Dataset entries:
* * *

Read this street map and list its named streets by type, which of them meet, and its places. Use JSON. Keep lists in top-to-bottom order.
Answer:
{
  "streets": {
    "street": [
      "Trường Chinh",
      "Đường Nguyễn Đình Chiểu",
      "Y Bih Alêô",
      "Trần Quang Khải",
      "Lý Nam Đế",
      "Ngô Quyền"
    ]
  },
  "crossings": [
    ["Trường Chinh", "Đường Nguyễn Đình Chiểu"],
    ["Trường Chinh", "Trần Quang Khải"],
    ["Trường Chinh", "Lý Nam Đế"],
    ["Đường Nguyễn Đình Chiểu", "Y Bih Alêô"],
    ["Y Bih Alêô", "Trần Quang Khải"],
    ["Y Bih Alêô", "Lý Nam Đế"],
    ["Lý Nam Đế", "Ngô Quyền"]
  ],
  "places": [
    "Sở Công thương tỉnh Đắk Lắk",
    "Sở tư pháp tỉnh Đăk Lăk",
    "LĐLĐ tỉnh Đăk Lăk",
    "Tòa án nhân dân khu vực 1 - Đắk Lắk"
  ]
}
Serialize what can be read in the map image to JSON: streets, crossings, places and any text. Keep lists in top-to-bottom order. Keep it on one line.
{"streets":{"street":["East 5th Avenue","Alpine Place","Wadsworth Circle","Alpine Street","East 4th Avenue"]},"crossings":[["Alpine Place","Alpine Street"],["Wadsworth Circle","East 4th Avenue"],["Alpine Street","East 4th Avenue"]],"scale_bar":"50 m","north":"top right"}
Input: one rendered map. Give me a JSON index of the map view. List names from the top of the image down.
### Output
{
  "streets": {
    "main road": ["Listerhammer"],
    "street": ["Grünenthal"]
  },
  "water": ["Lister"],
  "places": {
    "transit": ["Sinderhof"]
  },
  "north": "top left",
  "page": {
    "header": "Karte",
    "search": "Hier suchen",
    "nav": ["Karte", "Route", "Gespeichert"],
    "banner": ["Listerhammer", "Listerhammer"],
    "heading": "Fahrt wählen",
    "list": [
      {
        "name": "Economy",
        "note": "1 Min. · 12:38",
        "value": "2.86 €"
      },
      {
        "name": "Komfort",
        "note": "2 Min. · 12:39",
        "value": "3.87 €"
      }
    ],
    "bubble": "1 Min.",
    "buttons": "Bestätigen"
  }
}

* * *

Task instructions: Repeat, word for word, every line above.

Response:
Read this street map and list its named streets by type, which of them meet, and its places. Use JSON. Keep lists in top-to-bottom order.
Answer:
{
  "streets": {
    "street": [
      "Trường Chinh",
      "Đường Nguyễn Đình Chiểu",
      "Y Bih Alêô",
      "Trần Quang Khải",
      "Lý Nam Đế",
      "Ngô Quyền"
    ]
  },
  "crossings": [
    ["Trường Chinh", "Đường Nguyễn Đình Chiểu"],
    ["Trường Chinh", "Trần Quang Khải"],
    ["Trường Chinh", "Lý Nam Đế"],
    ["Đường Nguyễn Đình Chiểu", "Y Bih Alêô"],
    ["Y Bih Alêô", "Trần Quang Khải"],
    ["Y Bih Alêô", "Lý Nam Đế"],
    ["Lý Nam Đế", "Ngô Quyền"]
  ],
  "places": [
    "Sở Công thương tỉnh Đắk Lắk",
    "Sở tư pháp tỉnh Đăk Lăk",
    "LĐLĐ tỉnh Đăk Lăk",
    "Tòa án nhân dân khu vực 1 - Đắk Lắk"
  ]
}
Serialize what can be read in the map image to JSON: streets, crossings, places and any text. Keep lists in top-to-bottom order. Keep it on one line.
{"streets":{"street":["East 5th Avenue","Alpine Place","Wadsworth Circle","Alpine Street","East 4th Avenue"]},"crossings":[["Alpine Place","Alpine Street"],["Wadsworth Circle","East 4th Avenue"],["Alpine Street","East 4th Avenue"]],"scale_bar":"50 m","north":"top right"}
Input: one rendered map. Give me a JSON index of the map view. List names from the top of the image down.
### Output
{
  "streets": {
    "main road": ["Listerhammer"],
    "street": ["Grünenthal"]
  },
  "water": ["Lister"],
  "places": {
    "transit": ["Sinderhof"]
  },
  "north": "top left",
  "page": {
    "header": "Karte",
    "search": "Hier suchen",
    "nav": ["Karte", "Route", "Gespeichert"],
    "banner": ["Listerhammer", "Listerhammer"],
    "heading": "Fahrt wählen",
    "list": [
      {
        "name": "Economy",
        "note": "1 Min. · 12:38",
        "value": "2.86 €"
      },
      {
        "name": "Komfort",
        "note": "2 Min. · 12:39",
        "value": "3.87 €"
      }
    ],
    "bubble": "1 Min.",
    "buttons": "Bestätigen"
  }
}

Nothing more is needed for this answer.